ST. LOUIS (KMOX) –  “Turkey in the Straw” played at maximum volume through tinny loudspeakers…for many, a cherished memory from the soundtrack of summers past.

Comedian Eddie Murphy remembered, and expressed it less poetically in his seminal 1980’s stand-up routine “Delirious”.

“Ice cream! ICE CREAM! There’s something about the ice cream truck that made kids lose it,” he recalled. “No matter what you was doing you would stop and lose your (bleepin’) mind. (Kids) can hear that $%!# from ten blocks away. They don’t hear their mother calling but they hear that (bleepin’) ice cream truck.”

But thanks to modern-day economic pressures, memories may soon be all that’s left of the Ice Cream Man experience.

“A few years ago we could go up and down the streets, like here in Charlack, and you could stop on one street for like twenty minutes,” Cheryll Rosencrans, president and CEO of Happy Time Ice Cream trucks told KMOX News. “People would come from all over. But now as you’re riding down the street you may get one kid that runs out and wants to buy a 50-cent bomb pop.”

And that profit margin — or lack thereof — doesn’t work for Rosencrans, who’s trying to keep the business that her parents ran for 19 years afloat following her mother’s death last year.

For starters, gas prices that have blasted through the stratosphere like a rocket pop over the past two decades.

“Ooff! They have been a nightmare…a nightmare,” Rosencrans said. “I mean for me to run for three or four hours in the evening driving five miles an hour with all the stop signs and hills…it cost me probably forty dollars.”

Meaning she’s likely to take a loss for that evening, one reason why Happy Time has scaled back its neighborhood runs to almost nothing.

Instead, she’s counting on school parties and other special events to keep the business going…for now.

But the final nail in the coffin could be society’s move to plastic — almost everybody whips out a credit or debit card now to pay for anything and everything, which again doesn’t really work for the Ice Cream Man.
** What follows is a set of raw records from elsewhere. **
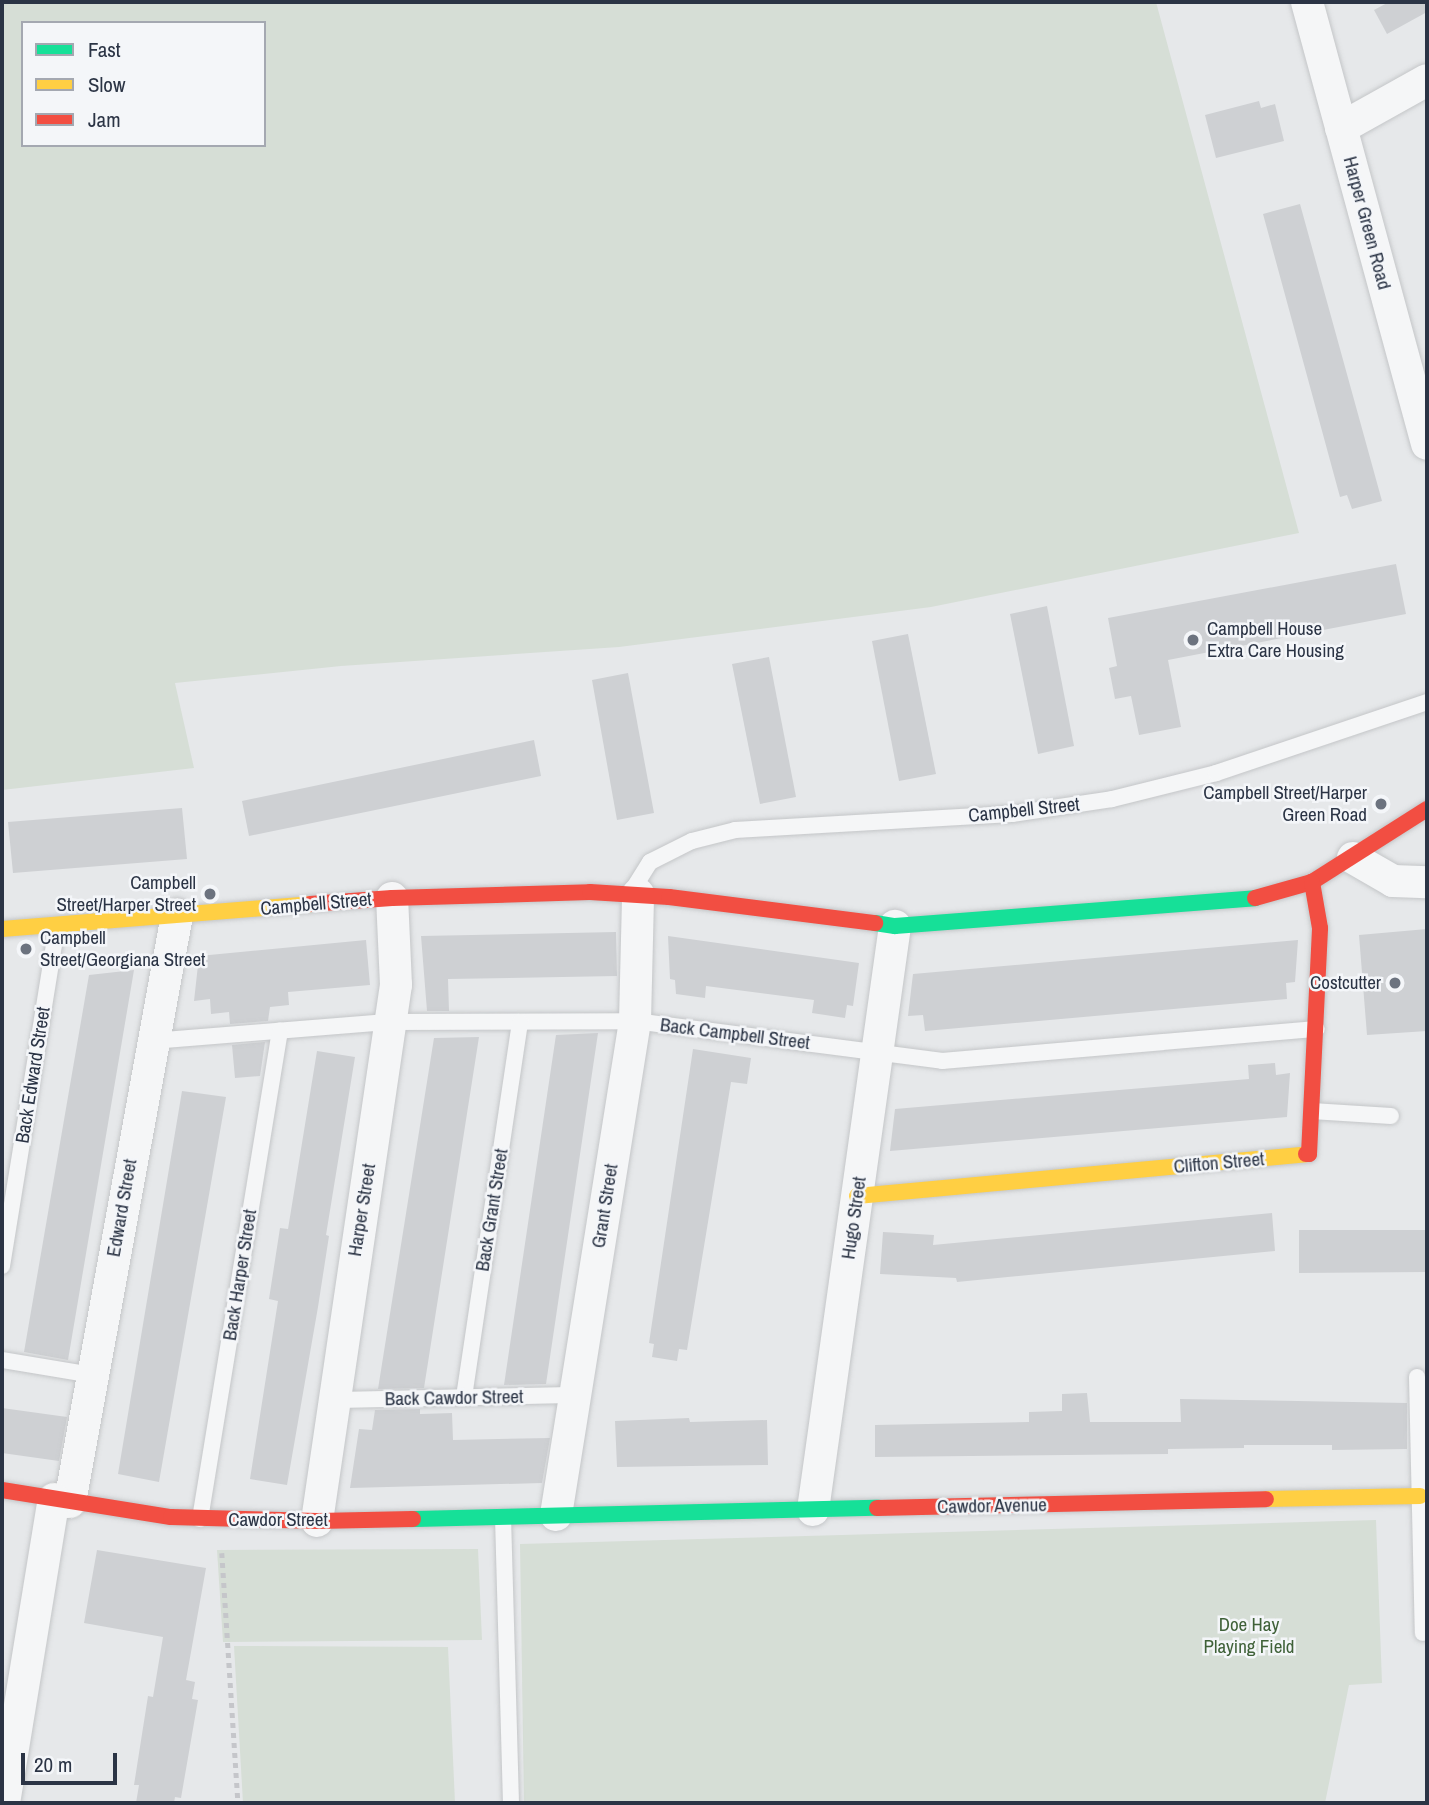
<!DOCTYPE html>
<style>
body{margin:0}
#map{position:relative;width:1429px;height:1805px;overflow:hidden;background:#e6e8ea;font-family:"Archivo Narrow",sans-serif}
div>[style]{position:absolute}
.green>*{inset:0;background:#d6ded6}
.building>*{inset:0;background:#ced0d3}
.path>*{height:4.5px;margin-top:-2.25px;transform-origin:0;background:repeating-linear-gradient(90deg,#c5c6ca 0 5px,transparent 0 10px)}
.roads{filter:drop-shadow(0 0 2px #c4c6c8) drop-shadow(0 0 2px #c4c6c8)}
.lane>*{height:16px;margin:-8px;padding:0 8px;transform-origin:8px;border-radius:8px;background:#f5f6f7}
.street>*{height:32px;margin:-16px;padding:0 16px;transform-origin:16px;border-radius:16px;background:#f5f6f7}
.fast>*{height:16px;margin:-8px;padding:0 8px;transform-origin:8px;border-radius:8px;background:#16e098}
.slow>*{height:16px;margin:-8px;padding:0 8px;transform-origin:8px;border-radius:8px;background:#ffcf43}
.jam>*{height:16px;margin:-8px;padding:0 8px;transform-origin:8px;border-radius:8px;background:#f24e42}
.dots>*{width:19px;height:19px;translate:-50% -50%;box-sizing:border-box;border:4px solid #f4f6f9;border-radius:50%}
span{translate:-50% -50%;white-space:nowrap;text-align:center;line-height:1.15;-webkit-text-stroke:5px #f4f6f9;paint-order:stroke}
.street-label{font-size:19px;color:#2b3445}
.poi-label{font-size:19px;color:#2b3445}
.left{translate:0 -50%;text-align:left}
.right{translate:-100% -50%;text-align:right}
.park-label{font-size:19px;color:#3f6138}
.frame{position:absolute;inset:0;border:4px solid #2b3445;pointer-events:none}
.legend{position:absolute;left:21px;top:21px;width:245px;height:126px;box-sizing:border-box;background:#f4f6f9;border:2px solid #a4a8b1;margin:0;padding:9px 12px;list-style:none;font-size:21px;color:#2b3445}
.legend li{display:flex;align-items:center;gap:14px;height:35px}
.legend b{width:35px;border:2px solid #a4a8b1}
.scale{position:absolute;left:21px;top:1753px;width:96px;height:32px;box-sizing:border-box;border:4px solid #2b3445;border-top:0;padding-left:9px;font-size:21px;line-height:24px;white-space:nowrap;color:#2b3445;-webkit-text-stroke:5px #f4f6f9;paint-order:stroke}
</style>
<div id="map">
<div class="green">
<div style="clip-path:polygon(evenodd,2px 2px,1156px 2px,1299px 533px,931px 607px,619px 647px,341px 666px,175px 683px,194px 768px,2px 790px,2px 2px,23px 23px,264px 23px,264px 145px,23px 145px,23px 23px)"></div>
<div style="clip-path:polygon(1376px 1520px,1382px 1683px,1349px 1685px,1325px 1803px,524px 1803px,520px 1544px)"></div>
<div style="clip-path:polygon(478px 1549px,482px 1640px,223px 1642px,217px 1550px)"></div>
<div style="clip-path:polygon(234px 1646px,448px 1647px,455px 1803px,243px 1803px)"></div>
</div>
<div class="building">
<div style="clip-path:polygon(1389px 2px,1427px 2px,1427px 12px,1387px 34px,1374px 10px)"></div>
<div style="clip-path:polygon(1259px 101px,1261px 108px,1275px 104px,1284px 141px,1216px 158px,1205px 115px)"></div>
<div style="clip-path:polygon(1300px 204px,1382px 501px,1352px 509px,1347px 495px,1340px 497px,1263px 214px)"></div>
<div style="clip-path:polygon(1396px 564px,1406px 614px,1168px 660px,1181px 727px,1139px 735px,1131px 696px,1115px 699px,1109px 668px,1117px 666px,1108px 618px)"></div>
<div style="clip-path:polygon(1047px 606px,1074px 746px,1038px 754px,1010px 614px)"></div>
<div style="clip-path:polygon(908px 634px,936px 774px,899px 781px,872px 641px)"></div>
<div style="clip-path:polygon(769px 657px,796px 797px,760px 804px,732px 664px)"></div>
<div style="clip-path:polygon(628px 673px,654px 813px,617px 820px,592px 680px)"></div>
<div style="clip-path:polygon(534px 740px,541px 776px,249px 836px,242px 801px)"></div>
<div style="clip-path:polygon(182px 808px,187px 859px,13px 873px,8px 822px)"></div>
<div style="clip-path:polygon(1427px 929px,1427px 1031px,1367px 1035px,1359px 935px)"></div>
<div style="clip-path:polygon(616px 932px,617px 976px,448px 979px,449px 1011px,427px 1011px,421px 936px)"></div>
<div style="clip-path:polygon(668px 936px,859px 963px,853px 1006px,847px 1005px,845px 1018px,812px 1013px,814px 1000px,706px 986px,705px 998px,676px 994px,675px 980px,670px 979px)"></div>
<div style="clip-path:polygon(366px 940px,370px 985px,288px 992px,289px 1005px,270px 1007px,268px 1021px,230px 1024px,229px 1012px,211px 1014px,210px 999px,194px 1001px,199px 956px)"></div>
<div style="clip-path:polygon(1298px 940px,1295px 982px,1286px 983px,1287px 999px,925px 1031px,923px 1015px,908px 1016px,913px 974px)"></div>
<div style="clip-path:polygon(134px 970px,68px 1360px,24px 1352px,89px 975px)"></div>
<div style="clip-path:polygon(598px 1033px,546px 1384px,504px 1385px,556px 1035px)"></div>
<div style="clip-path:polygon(479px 1037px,424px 1388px,378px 1389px,434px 1038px)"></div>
<div style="clip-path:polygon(265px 1042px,260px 1076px,235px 1078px,232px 1045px)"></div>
<div style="clip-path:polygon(693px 1049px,751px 1058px,747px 1084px,731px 1082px,687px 1350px,679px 1349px,677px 1361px,652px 1357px,654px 1344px,649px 1343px)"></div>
<div style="clip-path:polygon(317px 1051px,355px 1057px,326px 1235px,329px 1236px,318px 1307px,287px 1485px,250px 1479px,278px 1301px,269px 1299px,280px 1228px,288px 1229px)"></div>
<div style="clip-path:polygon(1275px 1063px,1276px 1075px,1290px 1073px,1287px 1117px,890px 1151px,895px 1109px,1249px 1079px,1248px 1065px)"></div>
<div style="clip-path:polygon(182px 1091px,226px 1097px,159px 1482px,118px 1474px)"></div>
<div style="clip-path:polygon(1272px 1213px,1275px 1251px,957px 1282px,956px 1278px,880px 1274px,883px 1232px,934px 1235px,933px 1245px)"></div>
<div style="clip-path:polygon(1299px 1230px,1427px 1230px,1427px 1272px,1299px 1273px)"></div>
<div style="clip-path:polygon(1087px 1393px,1090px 1422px,1181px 1422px,1180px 1399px,1407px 1403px,1407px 1449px,1332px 1450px,1332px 1445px,1244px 1445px,1244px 1448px,1168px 1449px,1168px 1454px,875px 1457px,875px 1425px,1029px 1422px,1029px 1412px,1062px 1411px,1062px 1394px)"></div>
<div style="clip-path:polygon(2px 1408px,67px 1417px,59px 1461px,2px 1453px)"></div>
<div style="clip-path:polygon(420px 1409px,420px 1414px,452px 1413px,453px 1440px,550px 1438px,542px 1483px,350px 1488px,359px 1429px,372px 1430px,375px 1410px)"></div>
<div style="clip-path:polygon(689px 1418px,690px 1422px,767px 1420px,768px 1465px,617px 1467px,615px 1421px)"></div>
<div style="clip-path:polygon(97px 1550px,206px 1568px,186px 1680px,195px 1682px,192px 1699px,198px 1700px,181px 1798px,175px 1797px,174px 1803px,136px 1803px,139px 1785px,134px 1785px,148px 1696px,153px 1697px,163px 1637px,84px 1623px)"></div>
</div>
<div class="path">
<div style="left:222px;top:1553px;width:251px;rotate:86.3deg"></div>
</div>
<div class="roads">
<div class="lane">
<div style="left:630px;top:894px;width:38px;rotate:-58deg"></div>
<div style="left:650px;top:862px;width:47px;rotate:-26.6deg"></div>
<div style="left:692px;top:841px;width:44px;rotate:-14.3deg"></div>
<div style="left:735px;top:830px;width:277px;rotate:-3.3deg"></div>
<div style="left:1012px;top:814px;width:101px;rotate:-8.5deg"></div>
<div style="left:1112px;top:799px;width:107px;rotate:-14deg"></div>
<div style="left:1216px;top:773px;width:223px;rotate:-18.6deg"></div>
<div style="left:152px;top:1041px;width:239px;rotate:-4.6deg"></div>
<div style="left:390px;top:1022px;width:245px;rotate:-0.2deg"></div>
<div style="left:635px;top:1021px;width:310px;rotate:7.4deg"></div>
<div style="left:942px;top:1061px;width:376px;rotate:-4.9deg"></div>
<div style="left:1312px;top:1111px;width:79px;rotate:3.6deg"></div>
<div style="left:2px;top:1266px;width:345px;rotate:-80.8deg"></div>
<div style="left:2px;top:1360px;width:92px;rotate:9.4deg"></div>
<div style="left:1417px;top:1377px;width:256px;rotate:88.7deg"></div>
<div style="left:464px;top:1397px;width:379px;rotate:-81.5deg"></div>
<div style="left:334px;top:1400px;width:240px;rotate:-1.2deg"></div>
<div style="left:503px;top:1517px;width:286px;rotate:88.4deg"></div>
<div style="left:200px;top:1519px;width:495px;rotate:-80.7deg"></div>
</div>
<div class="street">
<div style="left:1307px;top:2px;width:458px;rotate:74.8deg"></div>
<div style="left:1341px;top:128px;width:98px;rotate:-29.2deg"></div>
<div style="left:1353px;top:858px;width:46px;rotate:29.9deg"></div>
<div style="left:1393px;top:881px;width:34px;rotate:2deg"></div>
<div style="left:70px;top:1502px;width:597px;rotate:-79.67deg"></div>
<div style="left:813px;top:1510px;width:590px;rotate:-82.01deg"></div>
<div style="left:556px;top:1515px;width:500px;rotate:-80.91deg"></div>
<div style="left:635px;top:1021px;width:127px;rotate:-88.6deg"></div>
<div style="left:317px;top:1521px;width:542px;rotate:-81.62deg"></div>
<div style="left:396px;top:985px;width:87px;rotate:-92.6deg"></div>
<div style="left:4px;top:1803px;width:308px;rotate:-80.7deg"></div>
</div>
<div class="fast">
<div style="left:875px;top:923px;width:20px;rotate:9deg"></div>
<div style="left:895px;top:926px;width:361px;rotate:-4.4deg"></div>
<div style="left:413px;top:1519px;width:464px;rotate:-1.4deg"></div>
</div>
<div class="slow">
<div style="left:2px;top:929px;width:309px;rotate:-4.6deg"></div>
<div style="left:857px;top:1196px;width:451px;rotate:-5.3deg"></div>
<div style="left:1266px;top:1499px;width:154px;rotate:-1.1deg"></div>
</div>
<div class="jam">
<div style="left:1255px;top:898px;width:59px;rotate:-15.7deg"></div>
<div style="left:1312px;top:882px;width:136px;rotate:-32.4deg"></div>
<div style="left:310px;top:904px;width:82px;rotate:-4.2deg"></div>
<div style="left:392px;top:898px;width:198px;rotate:-1.7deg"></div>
<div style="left:590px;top:892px;width:79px;rotate:3.6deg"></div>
<div style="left:669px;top:897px;width:208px;rotate:7.2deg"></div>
<div style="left:1306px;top:1154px;width:3px"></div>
<div style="left:1309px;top:1154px;width:226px;rotate:-87.2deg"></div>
<div style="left:1320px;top:928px;width:47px;rotate:-99.9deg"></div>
<div style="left:2px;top:1490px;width:171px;rotate:9.1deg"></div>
<div style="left:171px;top:1517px;width:146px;rotate:1.6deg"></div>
<div style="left:317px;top:1521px;width:96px;rotate:-1.2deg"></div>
<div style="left:877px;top:1508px;width:389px;rotate:-1.3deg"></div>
</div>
</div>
<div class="dots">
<div style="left:1193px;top:640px;background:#6c737f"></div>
<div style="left:1381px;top:804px;background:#6c737f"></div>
<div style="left:210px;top:894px;background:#6c737f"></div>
<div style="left:26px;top:949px;background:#6c737f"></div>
<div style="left:1395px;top:983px;background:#6c737f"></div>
</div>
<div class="street-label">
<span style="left:1367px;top:223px;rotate:75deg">Harper Green Road</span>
<span style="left:1024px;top:810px;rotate:-6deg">Campbell Street</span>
<span style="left:316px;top:904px;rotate:-5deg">Campbell Street</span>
<span style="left:735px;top:1034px;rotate:7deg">Back Campbell Street</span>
<span style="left:33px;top:1075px;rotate:-81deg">Back Edward Street</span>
<span style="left:1219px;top:1163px;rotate:-5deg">Clifton Street</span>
<span style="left:605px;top:1206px;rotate:-81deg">Grant Street</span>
<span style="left:122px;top:1208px;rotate:-80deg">Edward Street</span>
<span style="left:362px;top:1210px;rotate:-81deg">Harper Street</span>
<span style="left:492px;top:1210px;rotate:-81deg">Back Grant Street</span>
<span style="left:854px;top:1218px;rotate:-82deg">Hugo Street</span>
<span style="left:240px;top:1275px;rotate:-81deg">Back Harper Street</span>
<span style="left:454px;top:1398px;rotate:-1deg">Back Cawdor Street</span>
<span style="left:992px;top:1506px;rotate:-1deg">Cawdor Avenue</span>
<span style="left:278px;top:1520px">Cawdor Street</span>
</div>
<div class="poi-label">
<span class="left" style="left:1207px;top:640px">Campbell House<br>Extra Care Housing</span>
<span class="right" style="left:1367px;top:804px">Campbell Street/Harper<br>Green Road</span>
<span class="right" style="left:196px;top:894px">Campbell<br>Street/Harper Street</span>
<span class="left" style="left:40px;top:949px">Campbell<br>Street/Georgiana Street</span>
<span class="right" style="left:1381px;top:983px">Costcutter</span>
</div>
<div class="park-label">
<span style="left:1249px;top:1636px">Doe Hay<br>Playing Field</span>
</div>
<div class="frame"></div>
<ul class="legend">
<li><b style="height:9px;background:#16e098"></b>Fast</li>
<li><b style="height:9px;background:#ffcf43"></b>Slow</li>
<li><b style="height:9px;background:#f24e42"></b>Jam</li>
</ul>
<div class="scale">20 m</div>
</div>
“A lot of parents just don’t have the loose change going around, you know?,” Rosencrans pointed out. “And some people in our neighborhoods are struggling to stay afloat with the unemployment or people having to take a job that pays less than, say, five years ago.”

All of this means the ice cream truck may someday be permanently parked next to those that used to deliver ice and milk to your front steps.

“It’s tough on the streets,” she said. “I mean, we love our people. They’re so sweet and they all talk to us and visit. But you can’t really make a lot of money that way.”